PARTIAL KNEE REPLACEMENT
In the past, partial knee replacement was for patients over 60 years old whose ligaments were in good shape, had little knee deformity and could move their knee pretty well.1 Today, the procedure is being done on younger patients who have pain and other symptoms in one part of the knee.
Because a partial knee replacement is less surgery, it has often been reported to have an easier, quicker, more complete recovery and greater satisfaction than a full knee replacement.2 Complications during surgery like blood loss, transfusion and blood clots tend to be less with a partial replacement;3 however, long-term studies show the lifespan of partial knee replacement components is not as long as the lifespan of components used in a total knee replacement.4,5
Because partial knee replacement retains most of your knee tissue, you are still susceptible to meniscal tears and progression of arthritis in the rest of the knee.
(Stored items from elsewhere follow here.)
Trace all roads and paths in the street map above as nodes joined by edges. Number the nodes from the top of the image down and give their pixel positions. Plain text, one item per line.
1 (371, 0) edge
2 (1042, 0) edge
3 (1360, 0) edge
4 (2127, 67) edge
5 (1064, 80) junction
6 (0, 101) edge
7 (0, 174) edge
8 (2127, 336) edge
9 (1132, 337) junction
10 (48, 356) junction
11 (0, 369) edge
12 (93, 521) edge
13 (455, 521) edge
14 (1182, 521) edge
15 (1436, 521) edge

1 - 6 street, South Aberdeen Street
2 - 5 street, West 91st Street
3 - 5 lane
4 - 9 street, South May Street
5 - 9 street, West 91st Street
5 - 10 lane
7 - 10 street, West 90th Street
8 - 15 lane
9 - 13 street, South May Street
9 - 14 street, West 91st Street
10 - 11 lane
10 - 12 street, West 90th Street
When a partial knee replacement fails, it can be converted to a full knee replacement with an excellent degree of success. The surgery and recovery may be more involved, but the overall outcomes are highly successful.6
TOTAL KNEE EPLACEMENT
This procedure has been revolutionary to orthopaedics giving many patients the ability to return to function and enjoy their lives with implants lasting about 10-15-years. While the surgery is longer, there is a higher rate of complications and greater cost, the lifetime of the implants is much greater than in partial knee replacements. Physical therapy is tougher early on, and the knee ultimately doesn’t quite feel the same as your own knee. Despite these potential limitations, patients who are good candidates for total knee replacement have greater patient satisfaction, higher functional scores and longer-lasting replacements. In the United States, over 90% of knee replacement surgeries are total knee replacements; while 10% or less are partial knee replacements.
Both partial and total knee replacements can be highly successfully for patients who are good candidates. It is important to discuss the risks and benefits of each type of surgery with your surgeon so that your expectations are in line with the procedure you elect to have. Remember that both of these procedures are replacements, and you should follow the activity restrictions your surgeon provides you. Neither procedure is designed to hold up to the rigors of high-impact sports. If you take care of your total or partial knee replacement it will provide you with the greatest longevity possible.